-- Opening Marker --

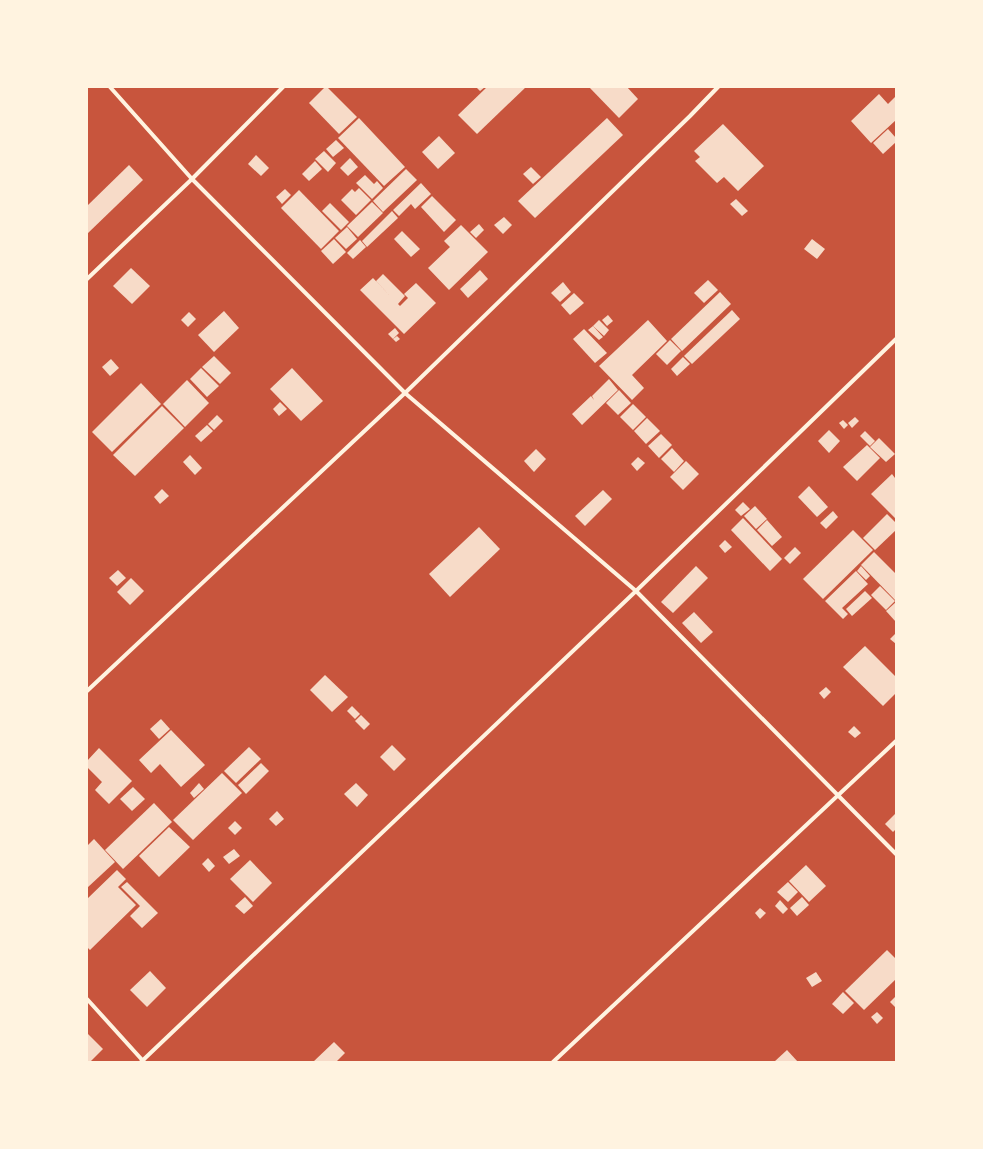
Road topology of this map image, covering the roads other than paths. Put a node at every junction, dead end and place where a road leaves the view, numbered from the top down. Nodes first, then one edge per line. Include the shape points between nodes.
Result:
1 (110, 87) edge
2 (283, 87) edge
3 (718, 87) edge
4 (192, 179) junction
5 (87, 279) edge
6 (896, 339) edge
7 (405, 393) junction
8 (636, 591) junction
9 (87, 691) edge
10 (896, 741) edge
11 (838, 795) junction
12 (896, 854) edge
13 (87, 999) edge
14 (142, 1061) edge
15 (553, 1062) edge

1 - 4 street
2 - 4 street
3 - 7 street
4 - 5 street
4 - 7 street
6 - 8 street
7 - 8 street
7 - 9 street
8 - 11 street
8 - 14 street
10 - 11 street
11 - 12 street
11 - 15 street
13 - 14 street

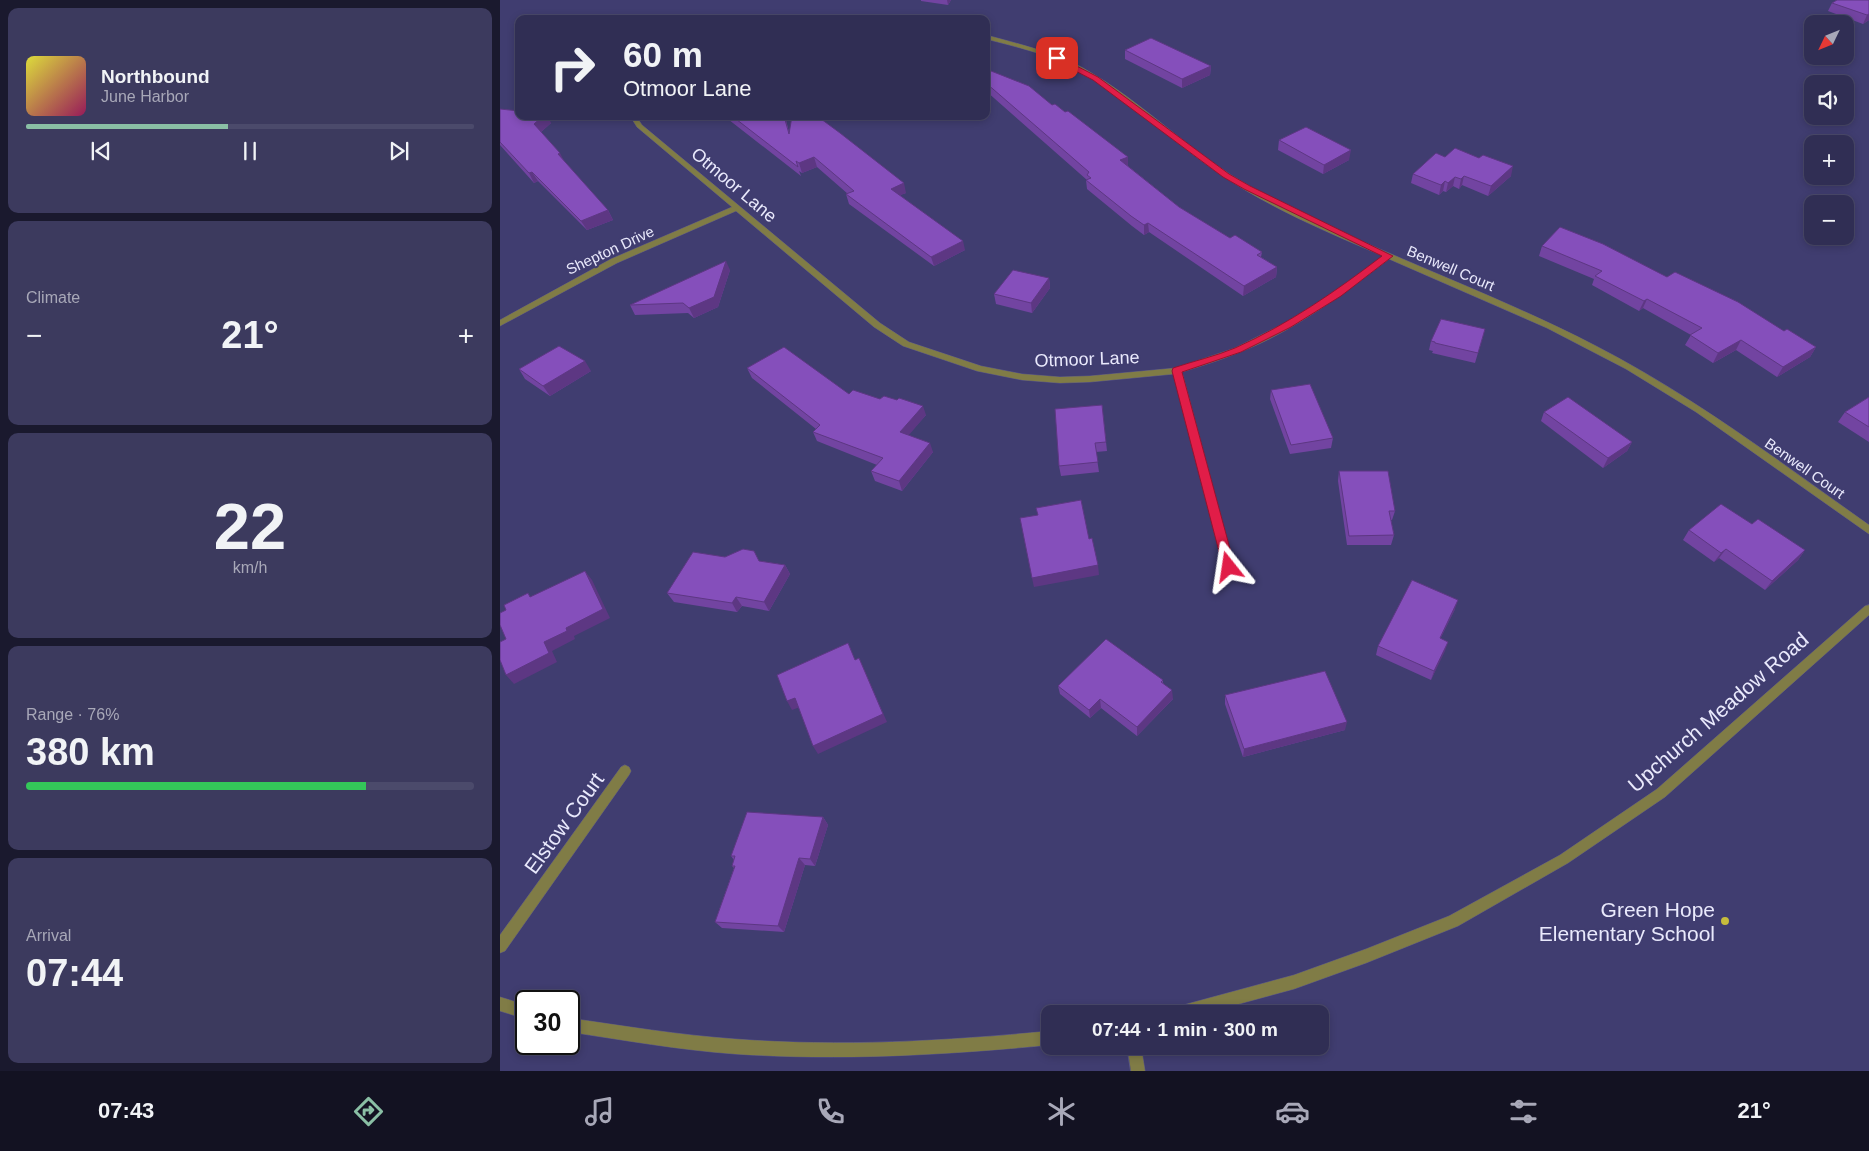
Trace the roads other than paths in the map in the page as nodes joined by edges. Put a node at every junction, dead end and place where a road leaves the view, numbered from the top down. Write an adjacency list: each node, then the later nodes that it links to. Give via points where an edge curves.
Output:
1 (990, 38): 4 (street, Benwell Court, via 1037,51 1078,68 1247,188)
2 (635, 120): 3 (street, Otmoor Lane)
3 (736, 208): 5 (street, Shepton Drive, via 614,261); 6 (street, Otmoor Lane, via 877,325 906,344 1022,377 1060,380)
4 (1388, 256): 6 (street, Otmoor Lane, via 1338,294 1288,325 1238,350); 7 (street, Benwell Court, via 1534,319 1640,373)
5 (500, 323)
6 (1177, 371): 8 (street)
7 (1869, 530)
8 (1229, 567)
9 (1869, 609): 13 (street, Upchurch Meadow Road, via 1662,793 1564,859 1453,921 1294,982)
10 (625, 772): 11 (street, Elstow Court)
11 (500, 946)
12 (500, 1004): 14 (street)
13 (1209, 1005)
14 (515, 1009)
15 (580, 1027): 16 (street, via 756,1048 854,1052)
16 (1041, 1039)
17 (1135, 1055): 18 (street)
18 (1138, 1071)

-- Closing Marker --

▶ **ASSIGNMENT**
Take the lines above from the top of the records through the one with "Trace the roads" and repeat them exactly, without any pictures.

▶ **FINAL ANSWER**
Road topology of this map image, covering the roads other than paths. Put a node at every junction, dead end and place where a road leaves the view, numbered from the top down. Nodes first, then one edge per line. Include the shape points between nodes.
Result:
1 (110, 87) edge
2 (283, 87) edge
3 (718, 87) edge
4 (192, 179) junction
5 (87, 279) edge
6 (896, 339) edge
7 (405, 393) junction
8 (636, 591) junction
9 (87, 691) edge
10 (896, 741) edge
11 (838, 795) junction
12 (896, 854) edge
13 (87, 999) edge
14 (142, 1061) edge
15 (553, 1062) edge

1 - 4 street
2 - 4 street
3 - 7 street
4 - 5 street
4 - 7 street
6 - 8 street
7 - 8 street
7 - 9 street
8 - 11 street
8 - 14 street
10 - 11 street
11 - 12 street
11 - 15 street
13 - 14 street

Trace the roads other than paths in the map in the page as nodes joined by edges. Put a node at every junction, dead end and place where a road leaves the view, numbered from the top down. Write an adjacency list: each node, then the later nodes that it links to. Give via points where an edge curves.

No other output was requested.